Las últimas semanas no han sido fáciles en relación a la imagen proyectada por José Antonio Kast en diferentes sectores políticos, sociales y, especialmente, en los sectores de mayor presencia intelectual.
Las críticas a su falta de retórica política, a su lenguaje precario que parece desnudar un pensamiento simple (que no es lo mismo que pragmático), a un relato que parece vacío y a las primeras excursiones internacionales que promovieron visitas de dudosa estirpe democrática, ponen de manifiesto dudas respecto a la personalidad y al ideario del presidente electo.
Y esas críticas no solo parten del sector opositor (aún en el gobierno), sino que son nubarrones que empiezan a cubrir a los propios partidarios y a quienes sin serlo le otorgaron el voto frente a un supuesto mal peor. Lo deseable es que las críticas sean solo eso y no se conviertan en fuego enemigo y menos aún en fuego amigo, lo que debilitaría aún más la imagen presidencial y sembraría dudas en un gobierno que necesita ser convincente y sólido desde el primer día de asumir.
Más allá del entusiasmo, hay que ayudar a la esperanza con acciones presentes que permitan dar claridad a un futuro posible. Y las señales parten desde el primer momento y no del conformismo de “lo importante es lo que haga cuando asuma”.
Frente a este escenario, la pregunta que surge es: ¿Qué se espera de Kast?
En un mundo occidental dónde la transvaloración del modelo progresista parece generar de renacer de un discurso restaurador de valores tradicionales impulsados por un extremo conservador, la figura de Kast pareciera encajar en esta etapa en la que, en términos de Nietzsche, aparece quien afirma la vida con sus propios valores y voluntad de poder, es decir, el superhombre.
¿Acaso Chile está esperando a ese superhombre que restaure los valores tradicionales supuestamente destruidos por el impulso progresista del gobierno anterior?
¿Acaso Kast tiene la solidez intelectual para convertirse en quien vuelva a recrear antiguos valores y así superar el vacío existencial?
¿O simplemente Chile está esperando mejorar la seguridad, darle algo de respiro al bolsillo de la gente y con eso exigir efectividad en el nuevo gobierno?
Pedirle a Kast que sea un impulsor de la evolución cultural y social es una utopía.

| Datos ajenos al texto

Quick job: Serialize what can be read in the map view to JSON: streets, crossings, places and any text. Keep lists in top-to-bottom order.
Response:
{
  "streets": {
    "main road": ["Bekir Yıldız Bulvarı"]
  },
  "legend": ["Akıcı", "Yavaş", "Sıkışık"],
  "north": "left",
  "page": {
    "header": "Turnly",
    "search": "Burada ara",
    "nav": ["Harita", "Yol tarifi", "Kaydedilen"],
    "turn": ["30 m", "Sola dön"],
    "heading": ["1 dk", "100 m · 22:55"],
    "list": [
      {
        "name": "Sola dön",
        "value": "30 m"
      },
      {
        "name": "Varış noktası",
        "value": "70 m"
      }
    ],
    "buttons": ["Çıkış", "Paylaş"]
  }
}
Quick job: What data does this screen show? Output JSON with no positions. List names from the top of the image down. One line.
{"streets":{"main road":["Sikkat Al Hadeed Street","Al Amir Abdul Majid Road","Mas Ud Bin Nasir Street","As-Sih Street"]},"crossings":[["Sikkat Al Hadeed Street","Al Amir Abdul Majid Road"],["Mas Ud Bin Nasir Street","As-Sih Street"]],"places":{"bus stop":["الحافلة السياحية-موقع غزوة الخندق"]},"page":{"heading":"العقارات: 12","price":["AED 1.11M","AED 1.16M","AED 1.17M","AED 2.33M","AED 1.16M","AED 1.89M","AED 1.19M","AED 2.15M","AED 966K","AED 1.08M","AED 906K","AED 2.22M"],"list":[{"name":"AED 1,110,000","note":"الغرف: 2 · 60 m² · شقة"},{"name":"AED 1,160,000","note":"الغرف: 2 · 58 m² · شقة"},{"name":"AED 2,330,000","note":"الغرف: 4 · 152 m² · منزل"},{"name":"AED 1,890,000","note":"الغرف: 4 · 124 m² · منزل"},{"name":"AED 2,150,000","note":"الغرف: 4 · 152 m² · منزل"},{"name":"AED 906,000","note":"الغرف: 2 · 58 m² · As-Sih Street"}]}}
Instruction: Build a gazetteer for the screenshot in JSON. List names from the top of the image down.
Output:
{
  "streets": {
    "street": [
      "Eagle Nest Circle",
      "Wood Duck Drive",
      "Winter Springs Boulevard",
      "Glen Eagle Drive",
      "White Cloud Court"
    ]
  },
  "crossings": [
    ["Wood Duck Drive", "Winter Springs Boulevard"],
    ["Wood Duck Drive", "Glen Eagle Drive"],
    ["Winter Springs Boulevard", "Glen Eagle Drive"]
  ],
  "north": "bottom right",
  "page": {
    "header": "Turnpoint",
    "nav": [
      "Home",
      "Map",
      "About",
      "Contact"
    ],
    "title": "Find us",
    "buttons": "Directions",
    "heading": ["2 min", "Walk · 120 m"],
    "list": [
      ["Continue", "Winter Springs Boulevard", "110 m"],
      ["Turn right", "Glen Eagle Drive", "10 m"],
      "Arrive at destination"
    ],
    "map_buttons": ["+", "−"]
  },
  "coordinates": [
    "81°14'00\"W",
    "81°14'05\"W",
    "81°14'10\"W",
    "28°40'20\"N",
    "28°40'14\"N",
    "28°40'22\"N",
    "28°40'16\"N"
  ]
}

Pedirle efectividad en su gobierno es posible si puede dirigir a un equipo que mejore la actualidad económica y social con más profesionalidad que creencias, porque hay que resolver la vida terrenal de las personas y para eso el presidente electo debe entender que sólo enfocado en la comodidad y en la seguridad, no se alcanzan objetivos de crecimiento y desarrollo, los que exigen creatividad por sobre la mediocridad.
Lo que si hay que pedirle a Kast es que sea efectivo, no un estadista ni un filósofo porque no lo va a ser. Pero para ser efectivo tiene que tener claridad de pensamiento que se refleje en el lenguaje, tanto en el relato como en los gestos y en sus relaciones. Y esa claridad es la que debe transmitir a un equipo de gobierno que debe estar convencido en que no hay que restaurar viejos valores, sino hacerse cargo de la evolución.
Esperemos a un presidente, no a un superhombre.